La vicenda del faldone sparito aggiunge allo scenario d’insieme qualcosa di inedito. La scena si svolge a Piazzale Clodio, città giudiziaria, oggi. Dall’ufficio del gip Massino Battistini sparisce il faldone, quattrocento pagine, con la richiesta d’arresto di Manlio Cerroni e della sua banda di complici interni a Malagrotta e ad alti livelli nella amministrazione regionale. Si era a metà luglio. Quelle pagine sono poi state pazientemente ricostruite dai magistrati diretti da Giuseppe Pignatone, in gran segreto e con gran dispendio di tempo prezioso e così pochi giorni fa sono scattate le manette al “Supremo”, il re del rifiuto, Manlio Cerroni, il quale ieri, interrogato a casa sua (per l’età, 86 anni, è ai “domiciliari”) con tono risentito si è definito l’Oracolo, il Salvatore di Roma dal caos dell’immondizia.
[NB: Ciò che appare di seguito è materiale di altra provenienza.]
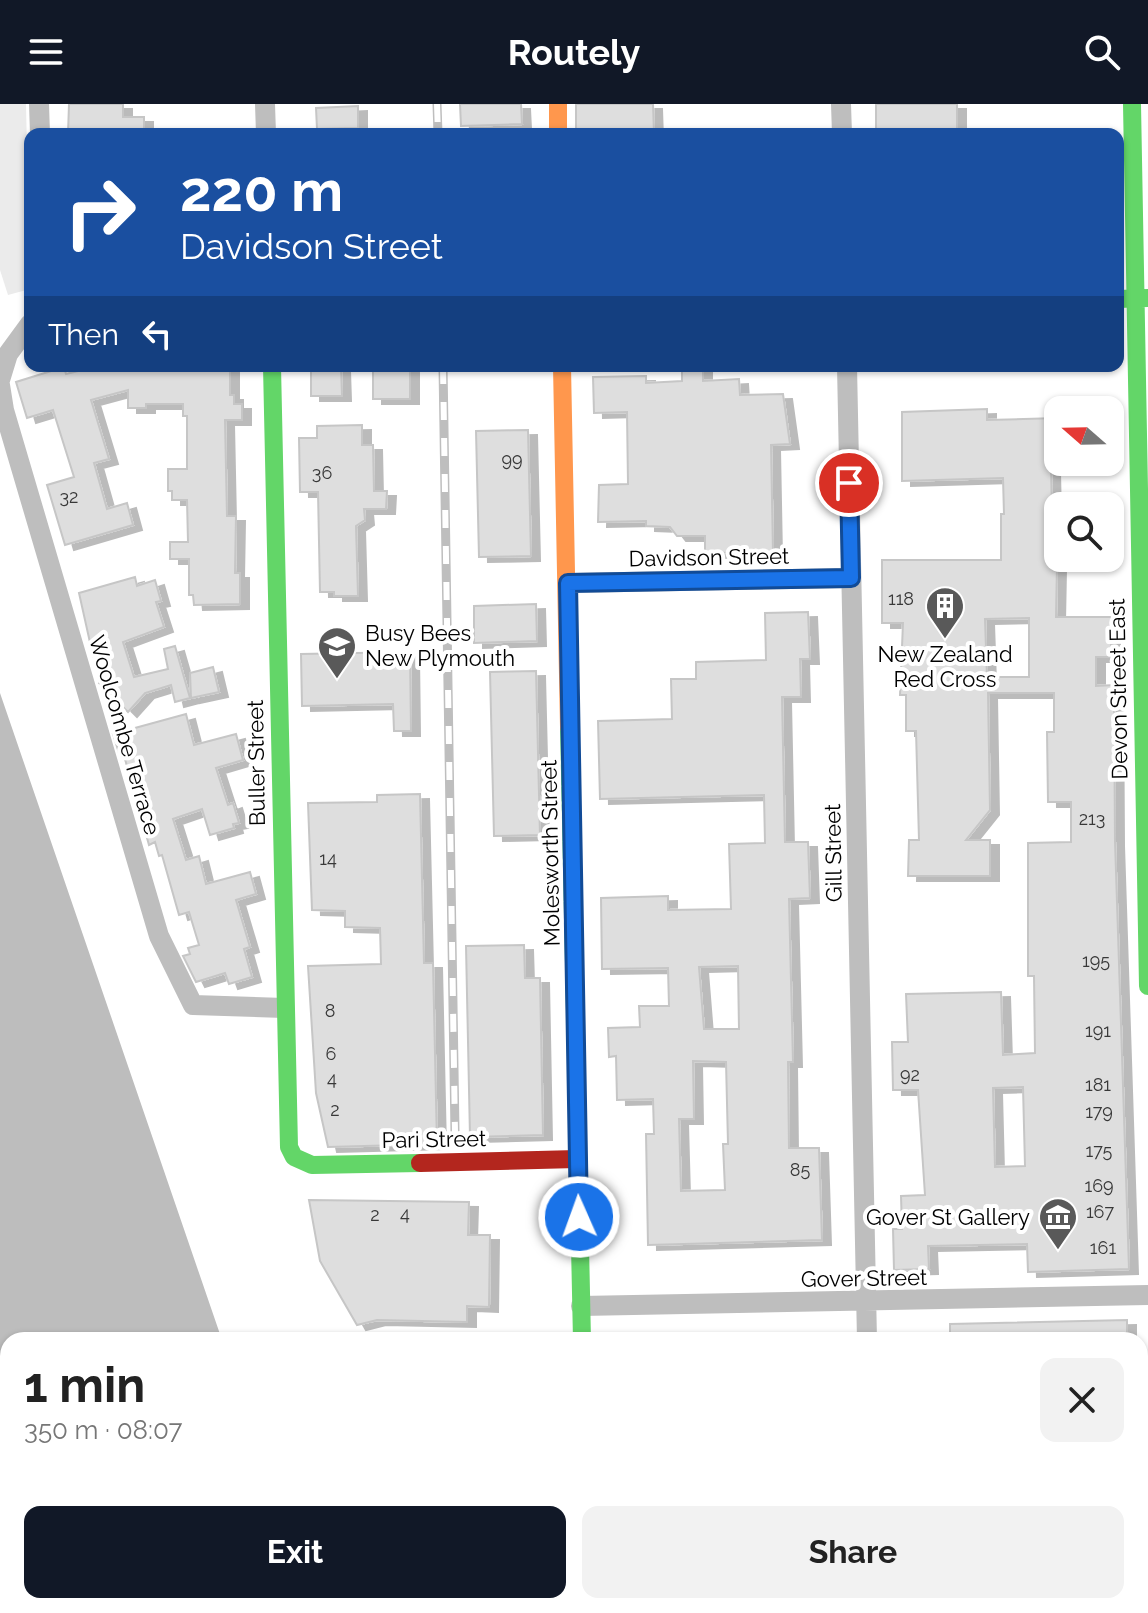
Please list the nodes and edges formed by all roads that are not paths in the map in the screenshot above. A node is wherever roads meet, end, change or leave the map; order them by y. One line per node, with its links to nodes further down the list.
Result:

E poi, precisando: sia chiaro, era la politica a cercare me, non il contrario.

Grazie “Supremo”, troppo generoso. Vedremo chi ha cercato chi. Ma, comunque, il furto senza scasso del fascicolo processuale, documento segreto e delicatissimo, chiuso in cassaforte, tirato fuori da una mano lesta senza lasciare traccia, neppure sui nastri della videosorveglianza, dev’essere svelato in tutta fretta. Il prezzo non importa. Si deve sapere come mai la rete fittissima di connivenze dell’Oracolo Supremo, dopo le ripetute fughe di notizie dalla procura di Velletri che lo indagava faticosamente da anni, si sia potuta spingere fin nel cuore del palazzo di Giustizia di Roma, con all’arrogante gesto di trafugare una richiesta di arresto dei pubblici ministeri.



A memoria si rintracciano ben pochi precedenti. Anzi, nessuno. Neppure la banda della Magliana, allora potentissima anche dentro quegli uffici, osò tanto. Lo scandalo di Malagrotta, con tutti i suoi intrecci e collusioni con la politica, ne contiene dunque un altro forse ancora più inquietante. E così, avviata la ovvia ricerca dei responsabili, sarà opportuno e urgente che si muova anche il Guardasigilli Cancellieri: uno squadrone di ispettori sia mandato a sirene spiegate a piazzale Clodio almeno per constatare quel che già si può vedere chiaramente fin d’ora. E che la caccia alle talpe non sia cieca, qui c’è bisogno di luce.